** Required action **
Which lines of the entries contain the string "Manis"? Please find them and copy them.

════════════════════

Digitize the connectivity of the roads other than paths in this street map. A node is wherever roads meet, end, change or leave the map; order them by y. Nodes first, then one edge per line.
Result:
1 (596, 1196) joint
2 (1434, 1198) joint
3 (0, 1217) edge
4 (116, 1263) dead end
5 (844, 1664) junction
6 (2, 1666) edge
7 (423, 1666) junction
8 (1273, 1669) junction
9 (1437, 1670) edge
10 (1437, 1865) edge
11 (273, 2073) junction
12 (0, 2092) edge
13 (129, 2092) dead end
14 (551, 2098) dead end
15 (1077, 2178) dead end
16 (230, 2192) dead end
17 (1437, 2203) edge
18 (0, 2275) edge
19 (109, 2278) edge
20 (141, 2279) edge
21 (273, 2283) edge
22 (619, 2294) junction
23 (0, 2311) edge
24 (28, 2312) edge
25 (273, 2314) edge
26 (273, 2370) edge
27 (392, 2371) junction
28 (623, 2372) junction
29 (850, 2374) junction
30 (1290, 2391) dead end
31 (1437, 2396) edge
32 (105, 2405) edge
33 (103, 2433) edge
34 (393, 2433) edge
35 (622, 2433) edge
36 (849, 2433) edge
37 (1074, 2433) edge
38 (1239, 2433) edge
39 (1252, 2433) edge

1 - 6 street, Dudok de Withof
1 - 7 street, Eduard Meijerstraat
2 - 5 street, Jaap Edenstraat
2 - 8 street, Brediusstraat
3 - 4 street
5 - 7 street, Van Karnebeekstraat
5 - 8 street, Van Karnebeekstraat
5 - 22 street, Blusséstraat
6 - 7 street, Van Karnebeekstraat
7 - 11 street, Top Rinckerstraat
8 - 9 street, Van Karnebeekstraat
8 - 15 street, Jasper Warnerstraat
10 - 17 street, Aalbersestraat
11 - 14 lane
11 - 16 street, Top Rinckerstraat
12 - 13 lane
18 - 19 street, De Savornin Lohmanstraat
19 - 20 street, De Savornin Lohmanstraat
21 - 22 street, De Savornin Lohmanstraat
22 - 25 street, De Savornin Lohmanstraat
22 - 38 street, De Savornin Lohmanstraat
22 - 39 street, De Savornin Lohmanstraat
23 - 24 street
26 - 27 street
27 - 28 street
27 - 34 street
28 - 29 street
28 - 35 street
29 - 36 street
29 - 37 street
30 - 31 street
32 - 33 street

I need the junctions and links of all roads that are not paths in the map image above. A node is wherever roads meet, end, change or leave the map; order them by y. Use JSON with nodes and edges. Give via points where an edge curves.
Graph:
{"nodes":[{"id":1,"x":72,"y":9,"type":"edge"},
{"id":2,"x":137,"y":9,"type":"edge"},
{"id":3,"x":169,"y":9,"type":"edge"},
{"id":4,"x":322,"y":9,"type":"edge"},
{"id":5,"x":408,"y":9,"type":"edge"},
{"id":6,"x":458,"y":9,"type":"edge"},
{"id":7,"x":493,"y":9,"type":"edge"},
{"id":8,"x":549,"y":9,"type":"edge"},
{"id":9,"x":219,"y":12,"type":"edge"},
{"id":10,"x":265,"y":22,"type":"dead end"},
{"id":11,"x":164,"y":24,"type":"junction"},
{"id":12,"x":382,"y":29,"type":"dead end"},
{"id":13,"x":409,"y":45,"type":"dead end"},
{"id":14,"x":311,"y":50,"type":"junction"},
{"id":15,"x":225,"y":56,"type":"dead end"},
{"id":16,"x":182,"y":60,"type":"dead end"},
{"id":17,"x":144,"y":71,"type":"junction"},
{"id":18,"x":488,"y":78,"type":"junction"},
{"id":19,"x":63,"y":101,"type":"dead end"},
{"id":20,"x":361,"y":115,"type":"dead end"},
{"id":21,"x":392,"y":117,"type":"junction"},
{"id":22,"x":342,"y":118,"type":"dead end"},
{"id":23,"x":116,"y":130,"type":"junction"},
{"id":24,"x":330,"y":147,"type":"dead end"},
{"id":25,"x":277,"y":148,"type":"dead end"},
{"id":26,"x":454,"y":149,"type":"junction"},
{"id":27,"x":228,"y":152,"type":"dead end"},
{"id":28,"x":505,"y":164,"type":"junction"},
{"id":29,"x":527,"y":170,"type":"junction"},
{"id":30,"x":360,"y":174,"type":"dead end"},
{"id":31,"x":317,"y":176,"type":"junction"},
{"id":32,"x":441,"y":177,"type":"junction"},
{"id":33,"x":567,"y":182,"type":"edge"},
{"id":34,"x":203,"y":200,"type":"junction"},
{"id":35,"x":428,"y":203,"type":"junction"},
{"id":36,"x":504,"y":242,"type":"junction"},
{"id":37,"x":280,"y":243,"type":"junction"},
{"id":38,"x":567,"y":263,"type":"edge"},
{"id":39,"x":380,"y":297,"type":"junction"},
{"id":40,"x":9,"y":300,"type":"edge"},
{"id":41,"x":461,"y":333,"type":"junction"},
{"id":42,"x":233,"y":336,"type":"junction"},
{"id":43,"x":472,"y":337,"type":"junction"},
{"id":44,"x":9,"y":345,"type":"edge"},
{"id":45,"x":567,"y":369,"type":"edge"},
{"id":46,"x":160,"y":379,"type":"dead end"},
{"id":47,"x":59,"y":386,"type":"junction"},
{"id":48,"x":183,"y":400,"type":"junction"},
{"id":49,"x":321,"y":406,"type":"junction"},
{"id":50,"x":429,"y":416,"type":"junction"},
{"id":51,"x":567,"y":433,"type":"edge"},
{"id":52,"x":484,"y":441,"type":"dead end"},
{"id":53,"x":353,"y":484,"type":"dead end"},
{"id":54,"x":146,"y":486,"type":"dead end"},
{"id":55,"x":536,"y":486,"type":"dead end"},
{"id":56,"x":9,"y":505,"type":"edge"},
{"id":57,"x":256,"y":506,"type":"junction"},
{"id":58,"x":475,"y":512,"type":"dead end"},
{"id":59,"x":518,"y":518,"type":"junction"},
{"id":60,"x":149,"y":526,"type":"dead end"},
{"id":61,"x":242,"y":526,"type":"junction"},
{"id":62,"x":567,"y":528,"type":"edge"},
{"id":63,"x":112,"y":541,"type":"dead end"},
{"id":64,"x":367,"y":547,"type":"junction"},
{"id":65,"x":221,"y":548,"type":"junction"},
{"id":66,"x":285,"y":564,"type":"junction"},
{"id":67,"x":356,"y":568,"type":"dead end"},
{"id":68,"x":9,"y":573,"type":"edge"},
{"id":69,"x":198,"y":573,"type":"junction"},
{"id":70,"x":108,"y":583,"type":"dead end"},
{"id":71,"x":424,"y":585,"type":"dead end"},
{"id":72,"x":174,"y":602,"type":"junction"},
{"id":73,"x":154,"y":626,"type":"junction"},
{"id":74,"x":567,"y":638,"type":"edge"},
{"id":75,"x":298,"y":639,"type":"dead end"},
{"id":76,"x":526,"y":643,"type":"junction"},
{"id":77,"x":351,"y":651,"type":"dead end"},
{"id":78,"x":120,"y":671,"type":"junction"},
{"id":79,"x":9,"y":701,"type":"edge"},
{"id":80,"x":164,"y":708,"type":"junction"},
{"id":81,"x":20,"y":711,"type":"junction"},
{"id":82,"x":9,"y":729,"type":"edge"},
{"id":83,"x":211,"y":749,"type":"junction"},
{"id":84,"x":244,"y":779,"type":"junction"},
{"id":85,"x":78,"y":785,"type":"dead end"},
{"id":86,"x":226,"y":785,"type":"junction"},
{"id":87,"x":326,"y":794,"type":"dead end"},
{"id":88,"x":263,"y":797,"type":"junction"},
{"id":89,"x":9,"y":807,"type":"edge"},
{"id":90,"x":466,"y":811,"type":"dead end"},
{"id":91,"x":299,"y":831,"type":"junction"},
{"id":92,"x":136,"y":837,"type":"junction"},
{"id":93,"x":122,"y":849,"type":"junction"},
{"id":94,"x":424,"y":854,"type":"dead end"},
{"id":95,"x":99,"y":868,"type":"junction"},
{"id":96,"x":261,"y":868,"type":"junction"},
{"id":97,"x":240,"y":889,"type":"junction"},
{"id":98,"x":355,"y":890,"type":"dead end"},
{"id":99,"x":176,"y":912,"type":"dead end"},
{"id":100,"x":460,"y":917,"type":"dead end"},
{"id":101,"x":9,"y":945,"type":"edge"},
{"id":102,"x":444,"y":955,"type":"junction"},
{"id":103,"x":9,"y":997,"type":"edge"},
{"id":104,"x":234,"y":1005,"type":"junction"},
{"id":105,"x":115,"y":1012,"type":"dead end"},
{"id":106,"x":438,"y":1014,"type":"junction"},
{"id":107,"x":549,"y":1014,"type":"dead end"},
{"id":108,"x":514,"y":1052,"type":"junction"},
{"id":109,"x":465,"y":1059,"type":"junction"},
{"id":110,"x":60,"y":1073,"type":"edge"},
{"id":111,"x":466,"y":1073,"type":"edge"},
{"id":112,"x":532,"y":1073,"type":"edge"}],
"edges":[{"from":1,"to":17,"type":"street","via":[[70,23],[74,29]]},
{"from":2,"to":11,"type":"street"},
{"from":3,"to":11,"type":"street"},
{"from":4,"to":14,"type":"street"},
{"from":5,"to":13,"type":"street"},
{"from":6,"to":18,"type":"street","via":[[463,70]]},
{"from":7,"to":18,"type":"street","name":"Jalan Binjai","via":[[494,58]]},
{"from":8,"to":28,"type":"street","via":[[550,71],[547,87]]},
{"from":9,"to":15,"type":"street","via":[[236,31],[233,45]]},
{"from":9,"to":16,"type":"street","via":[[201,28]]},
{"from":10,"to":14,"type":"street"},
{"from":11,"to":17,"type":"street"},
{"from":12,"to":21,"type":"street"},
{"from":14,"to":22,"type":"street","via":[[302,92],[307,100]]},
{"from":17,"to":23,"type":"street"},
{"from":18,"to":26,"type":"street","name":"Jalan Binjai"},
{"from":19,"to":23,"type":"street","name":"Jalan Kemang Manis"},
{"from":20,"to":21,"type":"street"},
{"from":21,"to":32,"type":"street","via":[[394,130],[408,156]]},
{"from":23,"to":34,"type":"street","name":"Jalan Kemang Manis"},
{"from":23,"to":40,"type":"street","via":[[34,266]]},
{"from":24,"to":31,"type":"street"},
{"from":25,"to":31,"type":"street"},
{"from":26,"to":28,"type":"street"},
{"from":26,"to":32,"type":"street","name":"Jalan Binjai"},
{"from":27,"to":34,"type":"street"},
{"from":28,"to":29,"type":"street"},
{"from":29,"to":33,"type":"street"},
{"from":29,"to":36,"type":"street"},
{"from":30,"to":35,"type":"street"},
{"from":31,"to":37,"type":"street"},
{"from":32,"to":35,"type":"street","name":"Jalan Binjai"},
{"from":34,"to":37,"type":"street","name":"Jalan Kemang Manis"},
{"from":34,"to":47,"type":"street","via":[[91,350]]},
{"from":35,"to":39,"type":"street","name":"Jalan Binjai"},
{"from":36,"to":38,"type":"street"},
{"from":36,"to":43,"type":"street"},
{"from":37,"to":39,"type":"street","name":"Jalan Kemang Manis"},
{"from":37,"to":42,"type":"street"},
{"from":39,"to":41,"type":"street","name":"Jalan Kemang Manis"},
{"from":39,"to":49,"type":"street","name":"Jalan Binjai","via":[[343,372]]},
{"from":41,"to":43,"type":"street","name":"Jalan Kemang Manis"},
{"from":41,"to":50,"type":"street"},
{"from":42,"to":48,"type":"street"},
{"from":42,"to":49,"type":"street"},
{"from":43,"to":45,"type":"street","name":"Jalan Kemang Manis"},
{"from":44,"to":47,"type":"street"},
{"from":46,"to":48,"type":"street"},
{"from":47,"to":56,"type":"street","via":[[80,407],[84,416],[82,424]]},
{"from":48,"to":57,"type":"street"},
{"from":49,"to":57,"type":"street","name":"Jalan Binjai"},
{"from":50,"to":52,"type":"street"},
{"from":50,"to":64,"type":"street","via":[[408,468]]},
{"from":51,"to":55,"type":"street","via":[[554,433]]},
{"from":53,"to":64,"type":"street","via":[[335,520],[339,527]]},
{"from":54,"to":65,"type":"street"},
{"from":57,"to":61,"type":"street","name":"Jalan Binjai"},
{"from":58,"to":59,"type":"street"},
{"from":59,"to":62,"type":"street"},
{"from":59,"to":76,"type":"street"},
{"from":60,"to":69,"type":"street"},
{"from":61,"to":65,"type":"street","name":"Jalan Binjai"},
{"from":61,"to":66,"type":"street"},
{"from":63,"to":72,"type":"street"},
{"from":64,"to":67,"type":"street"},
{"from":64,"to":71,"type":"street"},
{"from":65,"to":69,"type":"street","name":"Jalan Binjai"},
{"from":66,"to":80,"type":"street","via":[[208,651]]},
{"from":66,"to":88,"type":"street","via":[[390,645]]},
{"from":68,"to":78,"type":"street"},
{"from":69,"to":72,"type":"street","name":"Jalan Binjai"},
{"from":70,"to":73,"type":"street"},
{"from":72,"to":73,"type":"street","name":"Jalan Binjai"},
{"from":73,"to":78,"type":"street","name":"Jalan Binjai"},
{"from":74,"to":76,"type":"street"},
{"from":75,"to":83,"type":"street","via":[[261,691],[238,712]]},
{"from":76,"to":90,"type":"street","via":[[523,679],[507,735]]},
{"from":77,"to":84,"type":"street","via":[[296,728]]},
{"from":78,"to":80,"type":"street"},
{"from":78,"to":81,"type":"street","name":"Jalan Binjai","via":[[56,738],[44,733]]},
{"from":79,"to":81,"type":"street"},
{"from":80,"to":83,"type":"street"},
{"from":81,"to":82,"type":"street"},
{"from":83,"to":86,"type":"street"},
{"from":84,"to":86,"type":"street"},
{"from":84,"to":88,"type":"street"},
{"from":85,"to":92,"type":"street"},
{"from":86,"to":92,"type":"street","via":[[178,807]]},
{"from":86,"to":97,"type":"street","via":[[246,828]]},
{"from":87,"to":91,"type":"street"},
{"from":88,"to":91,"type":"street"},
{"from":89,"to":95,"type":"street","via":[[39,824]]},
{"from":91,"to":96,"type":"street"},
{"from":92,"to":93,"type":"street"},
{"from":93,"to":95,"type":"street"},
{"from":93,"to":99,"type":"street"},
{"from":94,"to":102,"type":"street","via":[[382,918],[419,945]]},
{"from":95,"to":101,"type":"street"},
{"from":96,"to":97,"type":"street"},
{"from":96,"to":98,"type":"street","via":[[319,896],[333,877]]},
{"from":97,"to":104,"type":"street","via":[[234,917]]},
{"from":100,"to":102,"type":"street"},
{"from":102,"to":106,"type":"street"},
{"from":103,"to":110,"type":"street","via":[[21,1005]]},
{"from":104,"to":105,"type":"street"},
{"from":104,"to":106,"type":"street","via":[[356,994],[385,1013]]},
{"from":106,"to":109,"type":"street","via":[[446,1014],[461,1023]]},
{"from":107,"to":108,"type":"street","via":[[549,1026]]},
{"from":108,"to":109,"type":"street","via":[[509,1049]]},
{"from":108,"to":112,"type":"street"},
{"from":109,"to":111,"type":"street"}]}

════════════════════

** Exercise output **
{"from":19,"to":23,"type":"street","name":"Jalan Kemang Manis"},
{"from":23,"to":34,"type":"street","name":"Jalan Kemang Manis"},
{"from":34,"to":37,"type":"street","name":"Jalan Kemang Manis"},
{"from":37,"to":39,"type":"street","name":"Jalan Kemang Manis"},
{"from":39,"to":41,"type":"street","name":"Jalan Kemang Manis"},
{"from":41,"to":43,"type":"street","name":"Jalan Kemang Manis"},
{"from":43,"to":45,"type":"street","name":"Jalan Kemang Manis"},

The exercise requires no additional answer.